Considering that the change is invisible (as we're using old metrics' structure) at the level of the https://gitlab.com/api/v4/usage_data/metric_definitions endpoint, can it cause any downstream issues with gitlab_data_yaml?
Thanks @michold - as of now, will see what @mdrussell saying as he is more aware about the usage in downstream models.
for now we have no metrics with the suffix [_monthly, _weekly]
In case the https://gitlab.com/api/v4/usage_data/metric_definitions/ URL contains metrics with suffix it will reflect in dim_ping_metric model and we will not able the join metrics with the suffix
From my point of view, this will produce a bigger impact on the downstream model.
Can we open OKR for this exploration and bring the solution and effort needed to align with the new metrics with the suffix? We need to do a deep dive on the impact as dim_ping_metric is an SSOT for the metrics and any change can harm other models.

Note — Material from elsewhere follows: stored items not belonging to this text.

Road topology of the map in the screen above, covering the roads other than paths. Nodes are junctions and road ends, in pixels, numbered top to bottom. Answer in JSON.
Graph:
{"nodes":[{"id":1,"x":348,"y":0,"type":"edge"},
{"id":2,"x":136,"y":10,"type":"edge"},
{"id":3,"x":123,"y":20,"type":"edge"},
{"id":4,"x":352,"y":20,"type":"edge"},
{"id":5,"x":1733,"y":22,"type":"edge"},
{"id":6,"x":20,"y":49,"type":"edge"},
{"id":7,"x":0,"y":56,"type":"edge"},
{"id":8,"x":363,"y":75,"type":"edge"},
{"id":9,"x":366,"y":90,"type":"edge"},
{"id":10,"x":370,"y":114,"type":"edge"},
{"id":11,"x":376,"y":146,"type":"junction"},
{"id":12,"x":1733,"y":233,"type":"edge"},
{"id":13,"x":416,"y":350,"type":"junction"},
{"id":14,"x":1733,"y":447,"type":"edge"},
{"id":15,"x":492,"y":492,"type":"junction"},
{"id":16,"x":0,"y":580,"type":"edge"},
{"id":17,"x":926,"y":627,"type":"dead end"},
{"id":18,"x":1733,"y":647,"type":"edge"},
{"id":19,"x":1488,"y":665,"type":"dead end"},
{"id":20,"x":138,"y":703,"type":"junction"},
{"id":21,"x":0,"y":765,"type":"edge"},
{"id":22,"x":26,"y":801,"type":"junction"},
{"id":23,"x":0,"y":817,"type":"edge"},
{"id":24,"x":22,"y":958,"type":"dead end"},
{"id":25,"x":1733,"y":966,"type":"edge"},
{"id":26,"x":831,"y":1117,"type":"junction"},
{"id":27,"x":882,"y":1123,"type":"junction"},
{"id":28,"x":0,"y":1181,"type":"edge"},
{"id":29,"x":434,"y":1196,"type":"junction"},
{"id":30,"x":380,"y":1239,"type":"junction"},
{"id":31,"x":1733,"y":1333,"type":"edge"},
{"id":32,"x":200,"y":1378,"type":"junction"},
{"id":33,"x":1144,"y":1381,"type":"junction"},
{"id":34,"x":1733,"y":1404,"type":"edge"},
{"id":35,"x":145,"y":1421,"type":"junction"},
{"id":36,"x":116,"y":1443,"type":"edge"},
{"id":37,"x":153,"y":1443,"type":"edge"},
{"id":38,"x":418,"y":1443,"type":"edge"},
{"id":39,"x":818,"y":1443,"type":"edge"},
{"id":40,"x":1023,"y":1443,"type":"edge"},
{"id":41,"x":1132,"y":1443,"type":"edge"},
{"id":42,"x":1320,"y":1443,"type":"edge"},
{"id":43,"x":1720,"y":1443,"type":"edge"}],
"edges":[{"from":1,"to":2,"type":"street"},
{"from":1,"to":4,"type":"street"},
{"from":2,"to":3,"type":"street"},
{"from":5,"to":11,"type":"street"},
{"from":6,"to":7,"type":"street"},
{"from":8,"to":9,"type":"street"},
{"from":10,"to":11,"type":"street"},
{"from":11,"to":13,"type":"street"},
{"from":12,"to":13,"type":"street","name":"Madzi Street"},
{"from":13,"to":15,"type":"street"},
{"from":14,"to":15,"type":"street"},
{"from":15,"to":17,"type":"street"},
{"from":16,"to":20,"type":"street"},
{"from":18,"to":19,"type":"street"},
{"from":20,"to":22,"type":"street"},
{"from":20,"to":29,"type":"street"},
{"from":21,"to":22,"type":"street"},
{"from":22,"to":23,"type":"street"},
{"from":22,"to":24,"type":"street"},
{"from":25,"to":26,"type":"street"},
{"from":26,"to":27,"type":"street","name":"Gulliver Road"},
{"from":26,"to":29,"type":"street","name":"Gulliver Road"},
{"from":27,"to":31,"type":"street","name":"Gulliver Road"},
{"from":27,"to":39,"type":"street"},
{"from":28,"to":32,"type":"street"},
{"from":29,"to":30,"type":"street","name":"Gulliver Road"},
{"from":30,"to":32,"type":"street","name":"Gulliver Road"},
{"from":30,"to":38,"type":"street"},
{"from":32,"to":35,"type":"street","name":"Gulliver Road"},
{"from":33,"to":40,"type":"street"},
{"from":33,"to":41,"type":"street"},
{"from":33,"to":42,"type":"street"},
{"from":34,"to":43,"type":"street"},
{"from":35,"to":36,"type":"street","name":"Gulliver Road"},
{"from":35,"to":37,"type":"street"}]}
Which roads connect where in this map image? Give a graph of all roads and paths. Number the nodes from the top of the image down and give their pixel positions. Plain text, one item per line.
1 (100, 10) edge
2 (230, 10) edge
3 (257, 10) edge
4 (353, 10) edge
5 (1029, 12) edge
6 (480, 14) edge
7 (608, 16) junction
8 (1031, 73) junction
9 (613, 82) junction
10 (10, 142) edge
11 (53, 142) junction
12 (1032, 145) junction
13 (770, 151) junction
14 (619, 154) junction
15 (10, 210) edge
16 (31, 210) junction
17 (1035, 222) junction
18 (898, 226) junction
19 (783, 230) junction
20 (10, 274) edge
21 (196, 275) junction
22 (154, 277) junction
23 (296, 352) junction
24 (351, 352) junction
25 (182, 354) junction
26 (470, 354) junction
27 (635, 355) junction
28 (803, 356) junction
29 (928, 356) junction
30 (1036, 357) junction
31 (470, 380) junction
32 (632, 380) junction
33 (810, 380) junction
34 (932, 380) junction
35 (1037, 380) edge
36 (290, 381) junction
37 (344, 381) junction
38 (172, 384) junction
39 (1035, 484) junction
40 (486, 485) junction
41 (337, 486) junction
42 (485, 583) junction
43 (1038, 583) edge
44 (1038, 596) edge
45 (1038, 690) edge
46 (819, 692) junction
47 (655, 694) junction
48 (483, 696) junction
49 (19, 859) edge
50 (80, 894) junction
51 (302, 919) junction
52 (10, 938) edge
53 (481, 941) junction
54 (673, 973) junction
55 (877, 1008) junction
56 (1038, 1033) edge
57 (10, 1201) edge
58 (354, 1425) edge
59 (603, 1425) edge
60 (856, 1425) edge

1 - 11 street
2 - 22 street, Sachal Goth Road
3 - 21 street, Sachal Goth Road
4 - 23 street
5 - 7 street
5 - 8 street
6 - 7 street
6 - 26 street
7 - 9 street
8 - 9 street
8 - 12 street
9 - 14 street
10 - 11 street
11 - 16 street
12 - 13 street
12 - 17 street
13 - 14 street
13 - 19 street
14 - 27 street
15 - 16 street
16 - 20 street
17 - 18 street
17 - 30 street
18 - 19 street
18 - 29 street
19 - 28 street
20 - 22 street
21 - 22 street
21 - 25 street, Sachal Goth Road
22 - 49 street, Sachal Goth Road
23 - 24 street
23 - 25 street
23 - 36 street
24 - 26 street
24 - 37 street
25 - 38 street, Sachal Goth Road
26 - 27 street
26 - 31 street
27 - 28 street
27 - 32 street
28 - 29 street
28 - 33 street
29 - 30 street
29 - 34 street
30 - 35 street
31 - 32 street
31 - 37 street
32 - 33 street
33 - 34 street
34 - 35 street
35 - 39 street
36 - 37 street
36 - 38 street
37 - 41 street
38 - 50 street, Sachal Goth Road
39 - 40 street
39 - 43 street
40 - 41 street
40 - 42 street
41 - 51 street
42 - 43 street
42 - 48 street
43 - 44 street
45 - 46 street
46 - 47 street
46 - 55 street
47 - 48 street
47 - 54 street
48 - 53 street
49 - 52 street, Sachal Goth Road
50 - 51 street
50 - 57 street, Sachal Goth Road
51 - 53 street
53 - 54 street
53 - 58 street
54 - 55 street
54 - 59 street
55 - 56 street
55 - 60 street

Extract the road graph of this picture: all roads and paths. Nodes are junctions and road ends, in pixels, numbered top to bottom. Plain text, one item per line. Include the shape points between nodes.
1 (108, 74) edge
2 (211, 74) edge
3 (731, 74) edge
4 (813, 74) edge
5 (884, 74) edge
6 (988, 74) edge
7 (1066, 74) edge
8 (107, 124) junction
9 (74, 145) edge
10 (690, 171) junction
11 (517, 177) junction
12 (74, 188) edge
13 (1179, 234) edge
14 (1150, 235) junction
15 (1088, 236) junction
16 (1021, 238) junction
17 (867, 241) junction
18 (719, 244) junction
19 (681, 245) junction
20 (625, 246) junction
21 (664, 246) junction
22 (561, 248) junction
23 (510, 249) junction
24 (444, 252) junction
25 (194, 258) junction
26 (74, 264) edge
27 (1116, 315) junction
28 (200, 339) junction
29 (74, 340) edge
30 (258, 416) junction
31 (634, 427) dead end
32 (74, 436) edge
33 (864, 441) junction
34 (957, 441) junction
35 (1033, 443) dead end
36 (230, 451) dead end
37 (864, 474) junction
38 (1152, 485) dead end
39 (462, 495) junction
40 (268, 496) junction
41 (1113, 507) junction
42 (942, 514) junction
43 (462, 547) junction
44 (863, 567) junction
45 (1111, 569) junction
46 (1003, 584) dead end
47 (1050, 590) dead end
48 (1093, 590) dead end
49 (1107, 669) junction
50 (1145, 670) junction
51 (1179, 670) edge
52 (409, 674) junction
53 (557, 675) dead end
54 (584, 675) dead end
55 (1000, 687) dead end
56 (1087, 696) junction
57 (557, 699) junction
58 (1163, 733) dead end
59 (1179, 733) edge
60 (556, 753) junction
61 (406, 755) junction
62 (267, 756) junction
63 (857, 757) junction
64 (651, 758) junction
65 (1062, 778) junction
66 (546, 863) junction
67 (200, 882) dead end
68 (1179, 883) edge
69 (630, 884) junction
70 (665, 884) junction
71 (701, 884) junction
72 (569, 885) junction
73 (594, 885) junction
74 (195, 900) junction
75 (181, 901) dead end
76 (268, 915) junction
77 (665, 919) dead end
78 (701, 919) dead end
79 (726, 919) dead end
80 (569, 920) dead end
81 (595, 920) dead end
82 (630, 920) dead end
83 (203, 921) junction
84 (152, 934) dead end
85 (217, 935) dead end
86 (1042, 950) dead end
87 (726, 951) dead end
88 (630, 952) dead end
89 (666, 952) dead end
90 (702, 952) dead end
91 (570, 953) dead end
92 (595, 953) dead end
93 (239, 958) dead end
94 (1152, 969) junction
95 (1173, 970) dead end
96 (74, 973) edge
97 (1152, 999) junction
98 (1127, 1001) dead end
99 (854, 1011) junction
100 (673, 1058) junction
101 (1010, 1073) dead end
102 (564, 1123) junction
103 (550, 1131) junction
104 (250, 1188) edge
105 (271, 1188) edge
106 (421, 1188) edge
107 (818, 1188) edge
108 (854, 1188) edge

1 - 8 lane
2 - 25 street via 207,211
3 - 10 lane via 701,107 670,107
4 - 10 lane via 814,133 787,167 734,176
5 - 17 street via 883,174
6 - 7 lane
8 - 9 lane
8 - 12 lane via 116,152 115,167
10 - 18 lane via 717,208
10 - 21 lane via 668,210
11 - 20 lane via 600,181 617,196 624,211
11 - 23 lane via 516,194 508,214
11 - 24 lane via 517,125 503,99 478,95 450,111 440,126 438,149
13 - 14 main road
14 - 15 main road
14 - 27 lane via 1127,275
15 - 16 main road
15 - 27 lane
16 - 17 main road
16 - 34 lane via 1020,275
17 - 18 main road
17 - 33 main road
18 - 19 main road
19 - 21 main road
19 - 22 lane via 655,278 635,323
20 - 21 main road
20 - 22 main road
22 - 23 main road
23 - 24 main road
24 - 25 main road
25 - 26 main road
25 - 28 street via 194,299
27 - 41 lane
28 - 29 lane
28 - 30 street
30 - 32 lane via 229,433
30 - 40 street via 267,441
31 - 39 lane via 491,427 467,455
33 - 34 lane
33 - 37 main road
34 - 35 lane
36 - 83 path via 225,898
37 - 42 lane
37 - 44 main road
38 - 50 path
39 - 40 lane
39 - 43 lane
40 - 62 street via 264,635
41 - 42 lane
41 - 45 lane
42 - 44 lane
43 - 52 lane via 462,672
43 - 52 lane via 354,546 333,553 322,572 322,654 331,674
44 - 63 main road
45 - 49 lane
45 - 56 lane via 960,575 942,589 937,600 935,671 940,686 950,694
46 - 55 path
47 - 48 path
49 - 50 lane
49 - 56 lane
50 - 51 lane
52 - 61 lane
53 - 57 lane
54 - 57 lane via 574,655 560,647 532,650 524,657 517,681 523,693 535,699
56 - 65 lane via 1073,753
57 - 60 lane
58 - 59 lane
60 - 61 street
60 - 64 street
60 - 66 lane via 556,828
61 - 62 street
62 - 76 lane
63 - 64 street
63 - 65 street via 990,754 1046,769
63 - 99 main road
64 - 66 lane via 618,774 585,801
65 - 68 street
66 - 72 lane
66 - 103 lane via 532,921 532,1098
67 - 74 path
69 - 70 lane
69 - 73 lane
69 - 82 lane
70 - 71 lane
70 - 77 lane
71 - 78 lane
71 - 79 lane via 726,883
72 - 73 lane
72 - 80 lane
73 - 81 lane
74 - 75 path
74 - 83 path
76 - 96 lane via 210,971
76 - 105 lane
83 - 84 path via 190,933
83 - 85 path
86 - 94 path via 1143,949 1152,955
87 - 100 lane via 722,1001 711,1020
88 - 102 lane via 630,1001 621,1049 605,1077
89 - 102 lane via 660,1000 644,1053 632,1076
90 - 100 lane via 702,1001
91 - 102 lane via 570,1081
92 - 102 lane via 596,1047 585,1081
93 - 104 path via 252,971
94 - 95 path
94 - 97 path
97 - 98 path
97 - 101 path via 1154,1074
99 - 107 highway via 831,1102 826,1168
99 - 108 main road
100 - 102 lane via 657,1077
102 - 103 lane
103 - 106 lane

Thanks for the information @michold, based on our sync call with @rbacovic, we should be good to proceed! Essentially, this change will reduce the amount of code needed to create 7d and 28d metrics off the same base calculation. However, these metrics will still appear as two different metrics in the Metrics Dictionary, our gitlab_data_yaml pipeline will still work the same way, and the metrics delivered in the payload will still function the same as they would today.
(Pulling this out of the thread below as I don't want to muddle the more important technical conversation)
but after adding this change, they would be merged into a single file in the repository (example). However, in the https://gitlab.com/api/v4/usage_data/metric_definitions payload, we will still return them as two separate metrics
@michold Does the metrics dictionary depend on the repository or https://gitlab.com/api/v4/usage_data/metric_definitions? For context: We have several dashboards that generate a link to the metrics dictionary based on the metric name, so we would have to update those to remove the _weekly or _monthly to ensure that new metrics appear in the search results. Also, more generally, we would need to educate end users on searching for specific metrics (i.e., not including _weekly or _monthly in the name).
Current status: MR with the PoC metrics merged. We should wait until Monday to make sure the metrics made it safely through the automated Service Ping process.
After that, we can request review on the MR officially supporting this new approach.